What you will do:
Among the lines below, how many have the word "산학리길"? The reply is that number alone.
───── Material provided ─────
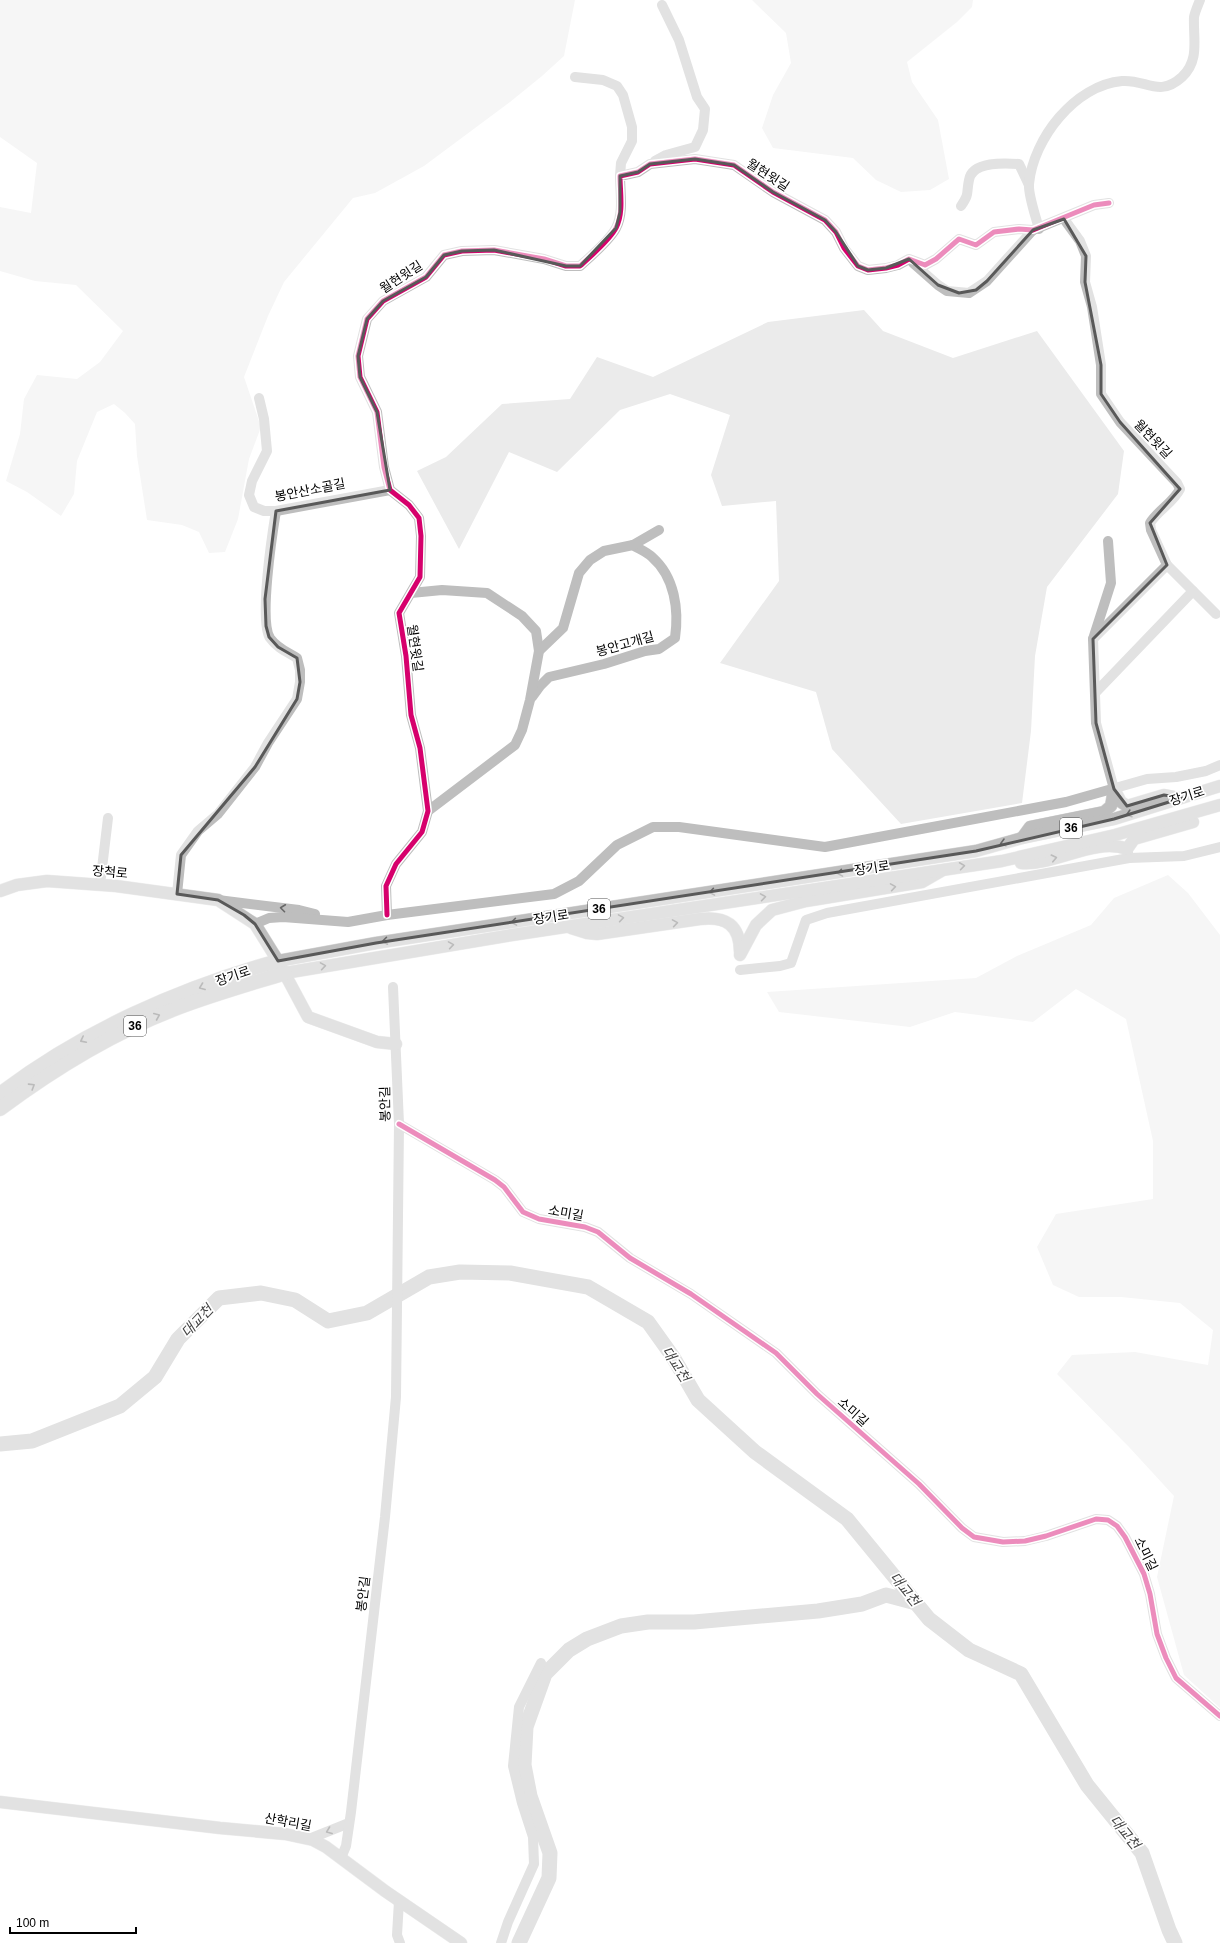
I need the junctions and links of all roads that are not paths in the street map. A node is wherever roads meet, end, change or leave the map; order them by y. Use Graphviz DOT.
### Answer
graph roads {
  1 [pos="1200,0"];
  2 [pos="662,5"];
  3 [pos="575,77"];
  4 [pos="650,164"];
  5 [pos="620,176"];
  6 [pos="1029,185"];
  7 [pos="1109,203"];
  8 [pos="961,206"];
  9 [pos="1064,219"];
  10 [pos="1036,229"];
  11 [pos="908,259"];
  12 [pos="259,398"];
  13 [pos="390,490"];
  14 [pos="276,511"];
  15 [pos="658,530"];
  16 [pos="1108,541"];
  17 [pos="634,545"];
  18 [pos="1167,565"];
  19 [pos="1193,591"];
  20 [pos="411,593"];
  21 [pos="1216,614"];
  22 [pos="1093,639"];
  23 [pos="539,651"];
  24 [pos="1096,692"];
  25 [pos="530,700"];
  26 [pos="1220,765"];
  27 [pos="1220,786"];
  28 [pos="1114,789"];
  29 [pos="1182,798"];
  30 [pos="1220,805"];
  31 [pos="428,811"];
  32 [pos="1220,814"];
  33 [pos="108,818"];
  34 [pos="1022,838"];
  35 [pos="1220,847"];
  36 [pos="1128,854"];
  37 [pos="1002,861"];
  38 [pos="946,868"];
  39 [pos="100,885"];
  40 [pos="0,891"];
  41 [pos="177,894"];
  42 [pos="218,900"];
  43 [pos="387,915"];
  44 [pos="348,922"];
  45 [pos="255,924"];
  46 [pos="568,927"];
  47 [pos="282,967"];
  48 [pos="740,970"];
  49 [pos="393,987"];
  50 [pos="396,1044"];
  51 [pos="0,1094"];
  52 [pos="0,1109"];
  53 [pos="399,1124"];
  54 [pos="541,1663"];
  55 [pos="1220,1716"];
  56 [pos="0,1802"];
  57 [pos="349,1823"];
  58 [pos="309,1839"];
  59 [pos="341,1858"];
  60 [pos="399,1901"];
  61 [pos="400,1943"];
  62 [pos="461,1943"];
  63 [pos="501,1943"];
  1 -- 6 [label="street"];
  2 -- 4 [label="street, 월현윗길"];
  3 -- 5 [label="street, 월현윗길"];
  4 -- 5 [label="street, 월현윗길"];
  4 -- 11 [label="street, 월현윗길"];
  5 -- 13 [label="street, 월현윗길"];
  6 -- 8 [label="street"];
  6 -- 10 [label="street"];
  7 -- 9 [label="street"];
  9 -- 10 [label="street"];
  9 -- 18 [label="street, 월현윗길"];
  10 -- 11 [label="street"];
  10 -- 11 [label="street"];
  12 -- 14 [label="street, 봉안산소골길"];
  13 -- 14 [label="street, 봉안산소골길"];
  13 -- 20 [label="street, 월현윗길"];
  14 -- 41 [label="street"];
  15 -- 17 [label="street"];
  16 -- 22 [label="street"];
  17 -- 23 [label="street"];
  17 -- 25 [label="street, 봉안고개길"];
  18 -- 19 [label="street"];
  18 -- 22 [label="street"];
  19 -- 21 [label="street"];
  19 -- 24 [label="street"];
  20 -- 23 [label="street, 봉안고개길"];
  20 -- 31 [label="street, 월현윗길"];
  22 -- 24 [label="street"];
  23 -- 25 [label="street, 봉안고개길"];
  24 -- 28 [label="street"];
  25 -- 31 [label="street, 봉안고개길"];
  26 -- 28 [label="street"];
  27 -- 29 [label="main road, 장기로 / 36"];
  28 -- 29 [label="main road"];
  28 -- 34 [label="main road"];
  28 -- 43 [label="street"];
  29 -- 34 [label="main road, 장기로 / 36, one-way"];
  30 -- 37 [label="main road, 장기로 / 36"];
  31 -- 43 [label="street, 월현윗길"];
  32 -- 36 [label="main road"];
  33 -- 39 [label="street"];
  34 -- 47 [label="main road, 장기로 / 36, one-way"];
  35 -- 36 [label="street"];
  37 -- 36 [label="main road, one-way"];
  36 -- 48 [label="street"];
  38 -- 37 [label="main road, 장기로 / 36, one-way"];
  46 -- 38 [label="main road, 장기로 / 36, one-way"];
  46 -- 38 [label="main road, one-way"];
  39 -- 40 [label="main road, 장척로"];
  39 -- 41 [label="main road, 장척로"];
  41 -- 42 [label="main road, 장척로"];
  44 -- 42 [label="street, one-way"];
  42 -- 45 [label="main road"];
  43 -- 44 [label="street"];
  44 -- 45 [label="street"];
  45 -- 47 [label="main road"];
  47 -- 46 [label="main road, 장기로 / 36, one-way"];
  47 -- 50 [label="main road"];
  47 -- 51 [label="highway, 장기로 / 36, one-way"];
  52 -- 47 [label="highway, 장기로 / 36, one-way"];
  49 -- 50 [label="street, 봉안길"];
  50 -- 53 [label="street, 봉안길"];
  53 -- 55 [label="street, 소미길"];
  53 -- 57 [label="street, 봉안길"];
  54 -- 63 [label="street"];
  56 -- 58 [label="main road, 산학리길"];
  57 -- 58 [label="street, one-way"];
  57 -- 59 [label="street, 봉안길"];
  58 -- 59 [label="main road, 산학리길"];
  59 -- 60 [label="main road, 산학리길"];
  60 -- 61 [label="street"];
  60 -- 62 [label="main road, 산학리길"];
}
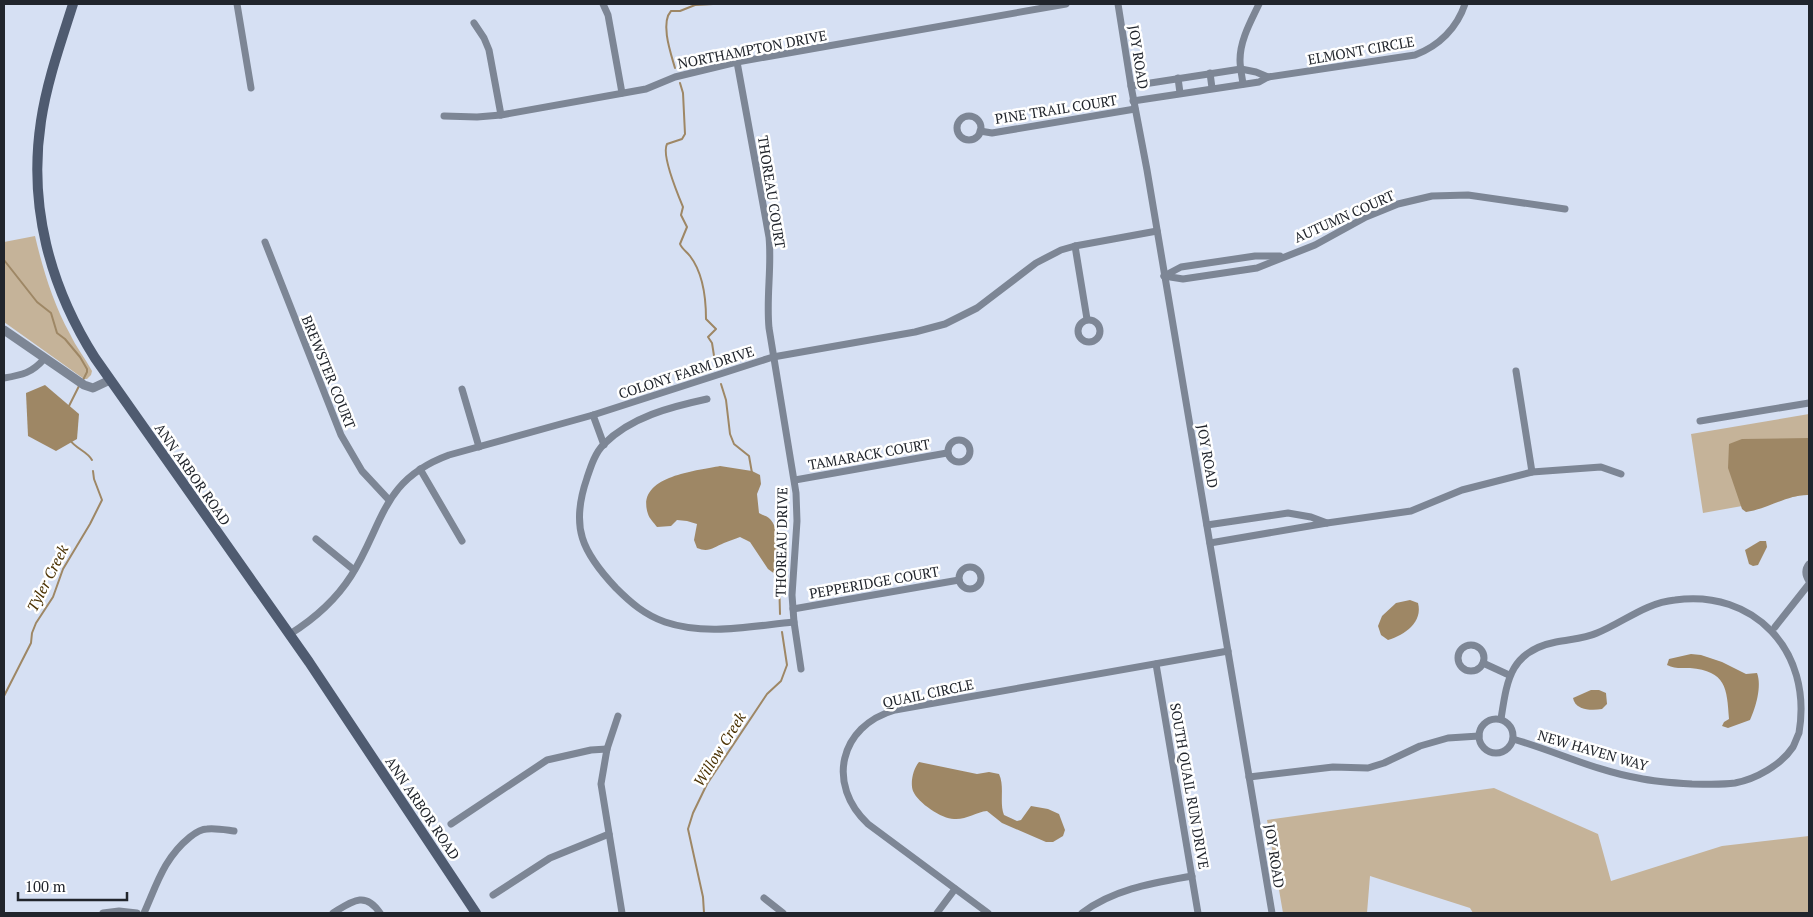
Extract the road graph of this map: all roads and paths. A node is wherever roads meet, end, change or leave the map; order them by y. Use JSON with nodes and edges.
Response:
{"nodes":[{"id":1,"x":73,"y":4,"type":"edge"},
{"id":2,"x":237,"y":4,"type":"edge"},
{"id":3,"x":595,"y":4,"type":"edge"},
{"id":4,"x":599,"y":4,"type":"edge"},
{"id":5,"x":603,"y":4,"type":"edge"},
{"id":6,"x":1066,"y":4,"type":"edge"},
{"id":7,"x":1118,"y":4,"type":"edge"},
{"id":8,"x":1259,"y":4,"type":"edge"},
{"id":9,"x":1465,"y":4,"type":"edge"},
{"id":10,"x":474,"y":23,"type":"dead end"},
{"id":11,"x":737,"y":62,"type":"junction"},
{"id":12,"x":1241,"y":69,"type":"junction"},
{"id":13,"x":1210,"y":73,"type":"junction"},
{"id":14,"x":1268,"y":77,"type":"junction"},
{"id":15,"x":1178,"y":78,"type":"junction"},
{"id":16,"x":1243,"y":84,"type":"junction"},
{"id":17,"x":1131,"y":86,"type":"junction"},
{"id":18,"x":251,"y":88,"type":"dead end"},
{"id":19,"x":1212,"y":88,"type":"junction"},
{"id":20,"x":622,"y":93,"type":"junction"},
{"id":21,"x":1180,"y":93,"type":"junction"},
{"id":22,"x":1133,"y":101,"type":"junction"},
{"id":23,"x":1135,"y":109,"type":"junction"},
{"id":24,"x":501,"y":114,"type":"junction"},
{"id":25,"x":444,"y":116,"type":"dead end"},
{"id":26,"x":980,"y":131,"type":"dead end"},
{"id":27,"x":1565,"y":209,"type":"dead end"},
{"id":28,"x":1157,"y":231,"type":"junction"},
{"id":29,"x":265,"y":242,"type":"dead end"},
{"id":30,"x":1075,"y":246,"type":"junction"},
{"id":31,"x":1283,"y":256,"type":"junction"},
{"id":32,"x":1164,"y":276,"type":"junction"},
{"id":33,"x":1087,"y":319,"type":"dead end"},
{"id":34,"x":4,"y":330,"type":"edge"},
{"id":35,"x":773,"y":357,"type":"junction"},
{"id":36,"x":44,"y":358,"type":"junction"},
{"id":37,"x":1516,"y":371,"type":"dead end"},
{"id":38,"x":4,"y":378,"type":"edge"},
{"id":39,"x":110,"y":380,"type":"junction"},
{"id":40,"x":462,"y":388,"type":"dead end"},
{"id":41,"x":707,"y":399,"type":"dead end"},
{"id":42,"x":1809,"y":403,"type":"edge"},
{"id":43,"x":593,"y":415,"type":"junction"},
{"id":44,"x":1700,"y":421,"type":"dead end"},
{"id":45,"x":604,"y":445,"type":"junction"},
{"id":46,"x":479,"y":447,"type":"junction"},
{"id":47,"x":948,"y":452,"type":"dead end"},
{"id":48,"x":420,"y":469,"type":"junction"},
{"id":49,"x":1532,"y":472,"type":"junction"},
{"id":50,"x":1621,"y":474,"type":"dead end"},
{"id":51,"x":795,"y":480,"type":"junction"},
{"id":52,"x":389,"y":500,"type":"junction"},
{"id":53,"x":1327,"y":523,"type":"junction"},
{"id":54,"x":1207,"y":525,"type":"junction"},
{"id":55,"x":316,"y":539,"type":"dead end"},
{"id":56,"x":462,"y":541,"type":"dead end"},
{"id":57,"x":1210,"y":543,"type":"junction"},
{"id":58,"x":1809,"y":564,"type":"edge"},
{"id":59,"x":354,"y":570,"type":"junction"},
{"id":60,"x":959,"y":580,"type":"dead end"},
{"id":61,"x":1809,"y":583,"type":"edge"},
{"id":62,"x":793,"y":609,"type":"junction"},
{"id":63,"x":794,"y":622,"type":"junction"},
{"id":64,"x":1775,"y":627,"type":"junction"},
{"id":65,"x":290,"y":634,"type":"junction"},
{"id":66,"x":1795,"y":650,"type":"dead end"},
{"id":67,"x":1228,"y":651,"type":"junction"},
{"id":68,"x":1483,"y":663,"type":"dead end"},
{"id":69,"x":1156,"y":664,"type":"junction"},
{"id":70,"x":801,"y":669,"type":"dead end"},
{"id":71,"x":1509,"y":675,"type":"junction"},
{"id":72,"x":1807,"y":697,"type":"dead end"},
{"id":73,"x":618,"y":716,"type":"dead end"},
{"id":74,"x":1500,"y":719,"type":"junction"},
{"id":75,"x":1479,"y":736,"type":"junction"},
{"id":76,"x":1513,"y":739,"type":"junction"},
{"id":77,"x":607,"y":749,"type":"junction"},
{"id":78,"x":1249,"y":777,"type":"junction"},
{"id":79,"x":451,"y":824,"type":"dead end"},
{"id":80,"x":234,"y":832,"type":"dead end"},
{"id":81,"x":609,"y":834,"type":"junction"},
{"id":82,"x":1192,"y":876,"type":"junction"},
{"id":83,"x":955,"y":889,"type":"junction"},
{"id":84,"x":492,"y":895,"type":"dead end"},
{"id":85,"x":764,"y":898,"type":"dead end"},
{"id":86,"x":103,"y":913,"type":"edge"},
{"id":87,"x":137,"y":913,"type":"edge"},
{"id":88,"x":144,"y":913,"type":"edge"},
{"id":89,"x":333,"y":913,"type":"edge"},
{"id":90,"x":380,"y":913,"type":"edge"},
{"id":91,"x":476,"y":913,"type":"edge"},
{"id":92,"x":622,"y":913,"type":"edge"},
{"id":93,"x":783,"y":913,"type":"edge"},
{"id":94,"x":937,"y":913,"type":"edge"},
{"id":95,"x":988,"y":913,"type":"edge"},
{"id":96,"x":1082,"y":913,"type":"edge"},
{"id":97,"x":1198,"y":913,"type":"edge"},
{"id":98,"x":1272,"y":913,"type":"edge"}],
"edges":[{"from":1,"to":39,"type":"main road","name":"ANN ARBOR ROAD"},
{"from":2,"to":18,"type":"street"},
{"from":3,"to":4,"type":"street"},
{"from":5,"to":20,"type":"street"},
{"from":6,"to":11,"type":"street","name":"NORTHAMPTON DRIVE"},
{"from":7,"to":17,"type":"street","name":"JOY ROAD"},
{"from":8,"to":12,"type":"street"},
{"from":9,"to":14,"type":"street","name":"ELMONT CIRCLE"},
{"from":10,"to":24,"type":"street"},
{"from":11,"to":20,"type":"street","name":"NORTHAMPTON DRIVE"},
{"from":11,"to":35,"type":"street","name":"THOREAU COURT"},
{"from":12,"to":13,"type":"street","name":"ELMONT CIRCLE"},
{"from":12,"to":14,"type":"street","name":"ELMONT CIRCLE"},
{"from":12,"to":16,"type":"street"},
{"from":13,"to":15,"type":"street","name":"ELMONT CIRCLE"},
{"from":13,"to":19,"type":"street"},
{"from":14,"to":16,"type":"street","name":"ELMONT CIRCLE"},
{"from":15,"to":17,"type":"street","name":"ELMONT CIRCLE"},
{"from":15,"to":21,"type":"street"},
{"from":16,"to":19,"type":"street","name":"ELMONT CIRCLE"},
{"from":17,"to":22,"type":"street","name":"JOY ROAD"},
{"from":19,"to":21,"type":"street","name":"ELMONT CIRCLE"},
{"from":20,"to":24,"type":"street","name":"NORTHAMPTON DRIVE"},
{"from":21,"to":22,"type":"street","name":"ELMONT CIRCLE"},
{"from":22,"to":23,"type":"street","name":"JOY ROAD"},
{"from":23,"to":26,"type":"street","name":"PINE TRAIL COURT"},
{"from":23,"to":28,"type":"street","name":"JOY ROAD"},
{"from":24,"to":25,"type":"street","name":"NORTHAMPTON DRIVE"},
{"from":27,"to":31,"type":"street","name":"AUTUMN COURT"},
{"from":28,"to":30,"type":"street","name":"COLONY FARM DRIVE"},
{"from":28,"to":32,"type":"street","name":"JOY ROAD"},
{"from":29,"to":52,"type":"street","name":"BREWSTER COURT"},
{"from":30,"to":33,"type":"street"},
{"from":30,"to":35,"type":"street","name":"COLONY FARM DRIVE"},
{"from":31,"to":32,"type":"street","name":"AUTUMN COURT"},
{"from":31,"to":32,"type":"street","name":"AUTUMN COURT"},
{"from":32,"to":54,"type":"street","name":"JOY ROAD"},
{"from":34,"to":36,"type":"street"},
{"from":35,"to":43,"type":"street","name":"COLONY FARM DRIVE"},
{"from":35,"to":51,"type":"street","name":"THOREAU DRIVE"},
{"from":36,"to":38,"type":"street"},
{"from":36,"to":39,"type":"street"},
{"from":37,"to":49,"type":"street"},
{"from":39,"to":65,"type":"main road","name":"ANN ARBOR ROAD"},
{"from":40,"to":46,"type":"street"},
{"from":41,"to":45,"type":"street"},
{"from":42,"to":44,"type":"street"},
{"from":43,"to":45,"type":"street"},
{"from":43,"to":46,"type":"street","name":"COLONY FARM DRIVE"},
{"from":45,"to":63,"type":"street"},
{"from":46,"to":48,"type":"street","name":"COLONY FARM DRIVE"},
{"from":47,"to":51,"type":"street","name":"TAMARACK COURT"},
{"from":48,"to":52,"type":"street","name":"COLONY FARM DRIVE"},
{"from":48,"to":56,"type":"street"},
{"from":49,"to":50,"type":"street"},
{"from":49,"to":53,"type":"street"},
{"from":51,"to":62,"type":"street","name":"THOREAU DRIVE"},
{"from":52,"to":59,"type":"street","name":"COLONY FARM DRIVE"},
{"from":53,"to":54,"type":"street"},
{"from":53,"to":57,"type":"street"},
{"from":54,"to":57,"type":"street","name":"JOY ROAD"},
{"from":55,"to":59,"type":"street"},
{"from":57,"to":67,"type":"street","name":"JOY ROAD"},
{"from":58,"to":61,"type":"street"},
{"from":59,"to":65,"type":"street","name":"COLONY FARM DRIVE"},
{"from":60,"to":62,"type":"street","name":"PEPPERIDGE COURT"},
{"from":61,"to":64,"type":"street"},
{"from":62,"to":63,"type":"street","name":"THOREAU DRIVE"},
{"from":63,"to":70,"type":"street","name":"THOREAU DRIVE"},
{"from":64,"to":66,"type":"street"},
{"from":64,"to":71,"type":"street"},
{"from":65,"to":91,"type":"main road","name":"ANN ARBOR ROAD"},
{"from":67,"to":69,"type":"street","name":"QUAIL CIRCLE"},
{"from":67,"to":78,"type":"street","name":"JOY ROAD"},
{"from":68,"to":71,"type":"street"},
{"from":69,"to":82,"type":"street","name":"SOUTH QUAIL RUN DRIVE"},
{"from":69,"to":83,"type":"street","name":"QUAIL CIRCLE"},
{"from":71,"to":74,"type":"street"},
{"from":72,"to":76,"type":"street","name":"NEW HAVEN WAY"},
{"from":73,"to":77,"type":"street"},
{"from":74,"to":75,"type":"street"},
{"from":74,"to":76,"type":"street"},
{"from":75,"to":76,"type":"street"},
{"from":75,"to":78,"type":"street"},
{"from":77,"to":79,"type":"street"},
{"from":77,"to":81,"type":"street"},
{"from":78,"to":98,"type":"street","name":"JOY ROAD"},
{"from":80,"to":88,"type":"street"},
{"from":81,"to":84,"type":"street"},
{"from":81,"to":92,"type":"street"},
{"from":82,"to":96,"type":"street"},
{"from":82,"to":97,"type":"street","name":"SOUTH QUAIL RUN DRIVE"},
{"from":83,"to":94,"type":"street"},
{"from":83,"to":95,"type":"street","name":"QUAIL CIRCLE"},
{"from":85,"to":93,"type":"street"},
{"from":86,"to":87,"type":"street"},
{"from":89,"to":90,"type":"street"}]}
─────
Written response:
4